В вышине самолеты зазывали влезть в кабину биплана и дожидаться ночи, паря над Ла-Маншем, предвкушая Почетный легион. Внизу имена машин напоминали прадетство. «Испано-Сюиза» 1932 года – само совершенство, удобство. Не годится… Слишком уж близко к кассе. Хорошо бы, конечно, для обмана смотрителя напялить брюки-гольф, застыть, придерживая дверцу автомобиля перед дамой в кремовом английском костюме, с длинным шарфом на лебединой шее, в шляпе раструбом, со стрижкой под мальчика. «Ситроен C-6G» 1931 года имелся только в разрезе, прекрасная учебная модель, но никудышное укрытие. О паровой машине Кюньо речи не шло – она целиком состояла не то из бака, не то из котла, бог весть как называется эта штука. Правая стена была заставлена велосипедами на фигурных колесах, дрезинами с плоскими рамами, самокатами, отрадой господ в высоких цилиндрах, раскатывающих по Булонскому лесу, этих рыцарей прогресса.
Перед велосипедами – солидные автомобили, бесподобные убежища. Не обязательно первый попавшийся. Непригоден «Панар Динавия» 1945 года, слишком сквозной, приплюснутый, аэродинамический, точеный. А вот высоченная «Пежо» 1909-го как раз вполне подошла бы: гарсоньерка, альков. В глубинах ее кожаных диванов никто бы меня не нашел. Но трудно в нее забраться, смотритель уселся у дверцы, на скамеечке, спиною к бициклетам. Шагнуть бы на подножку, раздвигая полы шубы, и пусть он, в обтяжных по колено гетрах, почтительно сдернув кепку, подержит мне тяжелую дверь…
Я рассмотрел кандидатуру «Обеиссана» 1873 года: первое французское транспортное средство на механическом ходу, дюжина пассажиров. Если «Пежо» мы принимаем за шикарную квартиру, «Обеиссан» может считаться дворцом. Но как же в нем замаскироваться, если это центр общего внимания? И вообще как можно прятаться, если вокруг сплошная экспозиция?

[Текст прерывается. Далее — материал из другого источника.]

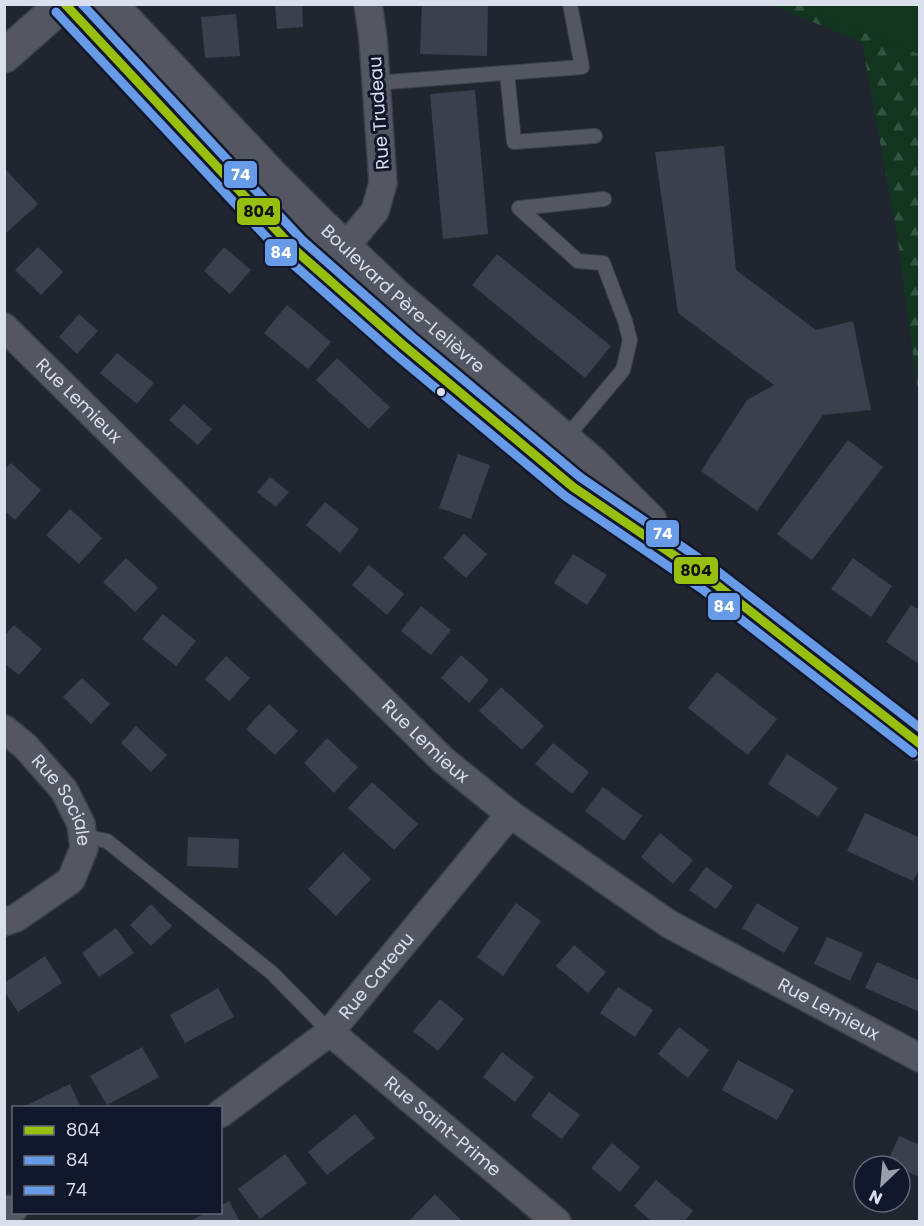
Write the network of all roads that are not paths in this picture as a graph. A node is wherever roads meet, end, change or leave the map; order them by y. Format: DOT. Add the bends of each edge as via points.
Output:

Я снова обошел залу. Статуя Свободы высилась, «озаряя весь мир», на почти двухметровом пьедестале – на мощном корабельном носу, оборудованном ростром. Внутри было что-то вроде рубки, где через иллюминатор, проделанный в носу, можно было любоваться диорамой Нью-Йорка с залива. Прекрасный наблюдательный пункт для ночного времени. В полутьме мне будут видны весь хор слева и весь неф справа, с тыла меня прикроет огромный каменный памятник Грамму, вглядывающийся в дальние коридоры из своей ниши-трансепта. Но при свете дня внутренность рубки отлично просматривалась, и любой нормальный сторож, выпроводив посетителей, перед тем как закрывать, просто обязан бросить взгляд именно сюда.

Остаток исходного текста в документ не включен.